Despite this, there is a glaring lack of homegrown motorsports talent on the world stage. One of India’s only F1 ‘stars’ was Narain Karthikeyan, whose stint in F1 was both short-lived and largely unsuccessful despite the flashes of brilliance the driver showed.
Indian racing talent Karun Chandhok also had a short Formula One career, but he did not see much success either. The driver has done well at endurance racing, however, and is currently an F1 pundit.
But silently, and not often publicised, India’s motorsports talent has been nurtured, reaching the Formula BMW Championships without anyone noticing.
Chittesh Mandody of Kolhapur, Maharashtra, has been karting since he was 8 years old. He’s currently largely involved in karting within the country, but he has raced and won awards internationally.
Representing team Dark Don Racing, Mandody was placed 3rd in Formula BMW Championship in 2013, the final year the competition was held. The championships, instituted by BMW Motorsport in 2001, were targeted at young karters looking to make a foothold into Formula 1.
There are a staggering 5 winners of the BMW Championships on the current F1 grid. The standout? Four-time World Drivers’ Champion Sebastian Vettel. The successful Nico Rosberg is one of them, as is Force India’s Nico Hulkenberg. Among the more recent winners, Marcus Ericsson and Felipe Nasr of Sauber have both won the championships in the past, while American Alexander Rossi has a part-time seat at Manor F1 racing concurrently to his GP2 career.
Mandody also finished 2nd in the Karting Rotax Championship in 2014.
But leave his idol alone, he knows what he’s doing! The driver is in awe of and idolises F1’s most enigmatic driver, the Iceman – Kimi Raikkonen. He admires the mercurial Finn’s flat-out racing and cool demeanour, and hopes to emulate his success.
Sportskeeda spoke to Mandody in an interview. Excerpts:
How did your interest in motorsport begin?
I have always fancied cars and my dad owned a garage hence my love for cars and driving increased all the more. Eventually one day I made up my mind to take a lap in the kart, this fuelled my interest and was the beginning of my motorsport career. I started karting when I was 8 years old and since then I have come a long way. The track in Kolhapur was where I used to regularly practise and that where I first heard about the JK Tyre Championships. Since then there has been no looking back.

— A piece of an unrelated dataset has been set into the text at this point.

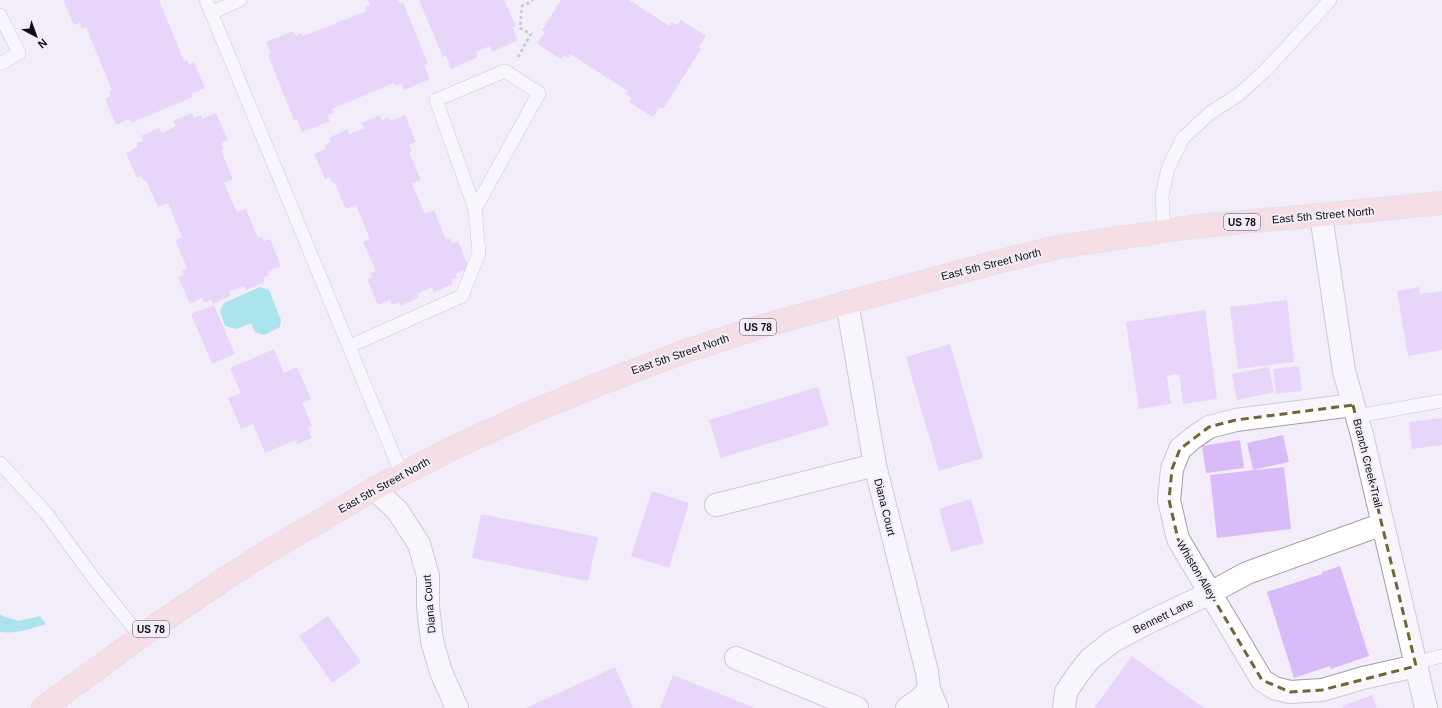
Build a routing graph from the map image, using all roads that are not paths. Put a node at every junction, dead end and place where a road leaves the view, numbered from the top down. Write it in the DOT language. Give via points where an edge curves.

How and when did you decide to begin honing and pursuing your skills?
I have always loved karting but the idea of taking this sport seriously dawned upon me when I was doing well in the championships. Around 2002-2003, I started to take up karting more seriously as by then I had done pretty well in the competitions I had participated in. This motivated me to go beyond my limits and I made up my mind to get the right guidance which would help me hone my skills.
What were some of the major issues you faced?
One of the most major problems every karter/driver faces when he is building his career in motorsport is money. For me too, finance was a big problem. It’s quite an expensive sport and we were always running short of money...however, I had immense support from my dad and from JKTyre, who supported me and helped me reach the level where I am now.
Yes, I have faced quite a lot of issues. There have been occasions when friends and family members have demotivated me, telling me motorsports was a futile pursuit, but I haven’t let that affect me.
No path to success is ever easy, and taking this as motivation I have always believed in myself and put in my best efforts to perform good while I am on track.
What support have you found, whether within your family or organisations in India?
My family, specifically my dad, has been my biggest support system. He has been there for me throughout and for this I will always be grateful to him. JK Tyre and Mohite’s Racing have also played a very crucial role and given me all the support that I have ever needed.
What is your aim for the near future in Motorsport?
To be a successful racer at an international level is where I hope to see myself in the coming few years. I am, and will continue to work hard towards this.
What do you think of India's motorsports facilities?
As mentioned earlier, sponsorship is probably one of the biggest problem any individual who is keen to get into motorsport faces hence sponsorship from companies would definitely help in raising the bar and encourage more such enthusiastic individuals to get into motorsports. When it comes to providing facilities I believe JK Tyre has contributed immensely to motorsports, in terms of motorsport infrastructure and providing sponsorship to budding racers.
Do you think India's doing enough for motorsports, and why do you think there are not many F1 drivers in India?
I believe India is on its way to reach the level of International standards in motorsports. With the recent move of government recognizing motorsports as officially a sport it definitely gives a boost. However there is still a long way to go but I am hopeful that things will definitely improve.
When it comes to not having many Indian F1 drivers I think it all comes down to sponsorship because currently there is good enough infrastructure and the country does have a lot of motorsport enthusiasts, but money is always the hindrance.
Who are your motorsport idols, and why?
Internationally, Kimi Raikkonen for the way he is. His amazing racing talent and his unflappable attitude are qualities I admire.
Domestically, Ameya Walwalkar is someone I have always looked up to because he is someone who always puts in his best efforts in every race. Hard work is the key to success and Ameya has reaffirmed my belief in that.
That ideal is something I hope to emulate as I work to further my racing career.